Criminal investigator 1,635
Program manager 1,423
Program administrator 1,391
Air traffic controller 1,163
General engineer 966
Management analyst 464
Electronics engineer 369
Physical scientist 348
Note: No occupation listed for 5,023 of the 21,089 retirees receiving pensions of $100,000 or more.
Source: USA TODAY analysis, Civil Service Retirement System database
Pensions are a growing federal budget burden, rising twice as fast as inflation over the last decade. Pension payments cost $70 billion last year, plus $13 billion for retiree health care. Taxpayers face a $2 trillion unfunded liability — the amount needed to cover future benefits — for these programs, according to the government's audited financial statement.
"These people are highly trained, highly skilled and often put their lives on the line in law enforcement," says Julie Tagen, legislative director of the National Association of Retired Federal Employees. "It's a very, very small portion of retirees at that ($100,000) level."
"Government pensions are vastly more generous than those in the private sector," says economist Veronique de Rugy of the market-oriented Mercatus Center. "It's no coincidence that if there is a good plan, it's available to federal employees rather than in the private sector."
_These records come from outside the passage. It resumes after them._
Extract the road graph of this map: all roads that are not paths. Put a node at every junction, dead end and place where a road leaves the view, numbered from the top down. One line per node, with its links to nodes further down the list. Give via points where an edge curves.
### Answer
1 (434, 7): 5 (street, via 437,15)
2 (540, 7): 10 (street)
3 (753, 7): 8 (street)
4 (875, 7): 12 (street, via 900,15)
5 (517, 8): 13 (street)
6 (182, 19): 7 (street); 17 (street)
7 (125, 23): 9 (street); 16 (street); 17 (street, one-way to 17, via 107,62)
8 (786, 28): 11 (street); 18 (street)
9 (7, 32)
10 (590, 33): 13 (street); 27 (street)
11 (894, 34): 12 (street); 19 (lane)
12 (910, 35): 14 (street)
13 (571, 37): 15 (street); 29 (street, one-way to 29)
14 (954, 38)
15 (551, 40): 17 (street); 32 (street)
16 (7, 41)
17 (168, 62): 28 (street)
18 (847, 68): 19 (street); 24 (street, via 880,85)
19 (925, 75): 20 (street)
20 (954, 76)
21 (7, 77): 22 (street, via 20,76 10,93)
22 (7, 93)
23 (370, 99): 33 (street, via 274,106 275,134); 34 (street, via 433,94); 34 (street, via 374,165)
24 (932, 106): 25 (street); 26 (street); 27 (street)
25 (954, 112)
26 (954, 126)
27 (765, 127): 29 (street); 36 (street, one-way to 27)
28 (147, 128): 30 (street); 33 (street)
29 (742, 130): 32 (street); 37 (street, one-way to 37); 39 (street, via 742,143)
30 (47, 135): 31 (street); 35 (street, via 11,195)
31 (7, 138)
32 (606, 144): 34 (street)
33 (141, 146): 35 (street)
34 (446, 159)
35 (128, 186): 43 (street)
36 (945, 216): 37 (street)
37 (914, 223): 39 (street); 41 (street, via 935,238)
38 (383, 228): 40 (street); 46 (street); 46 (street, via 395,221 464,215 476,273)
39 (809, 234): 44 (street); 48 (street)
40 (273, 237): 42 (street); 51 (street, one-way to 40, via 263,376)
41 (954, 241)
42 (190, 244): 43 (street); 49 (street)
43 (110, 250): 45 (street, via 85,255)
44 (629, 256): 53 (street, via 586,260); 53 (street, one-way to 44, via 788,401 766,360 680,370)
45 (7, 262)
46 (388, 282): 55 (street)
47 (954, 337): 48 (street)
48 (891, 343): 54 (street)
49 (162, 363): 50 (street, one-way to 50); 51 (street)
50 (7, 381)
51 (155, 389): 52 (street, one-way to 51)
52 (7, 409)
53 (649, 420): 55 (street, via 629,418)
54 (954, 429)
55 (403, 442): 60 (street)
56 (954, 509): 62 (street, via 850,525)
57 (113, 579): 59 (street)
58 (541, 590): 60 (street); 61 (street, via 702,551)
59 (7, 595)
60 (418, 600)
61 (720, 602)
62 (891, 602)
USA TODAY and the Asbury Park (N.J.) Press— both owned by Gannett — analyzed the Civil Service Retirement System database, obtained under a Freedom of Information Act request. The Office of Personnel Management withheld some information, including names, ages and length of service.
The records cover 1.9 million federal civilian pensions. Congress members were not included, nor were military retirees.
The average federal pension pays $32,824 annually. The average state and local government pension pays $24,373, Census data show. The average military pension is $22,492. ExxonMobil, which has one of the best remaining private pensions, pays an average of $18,250 per retiree, Labor Department filings show.
The federal government has two retirement systems: one for those hired before 1984 and another for those hired after. Under the older system, employees did not participate in Social Security. The older system covers 78% of current retirees and accounts for 96% of six-figure pensions. All federal retirees receive health benefits.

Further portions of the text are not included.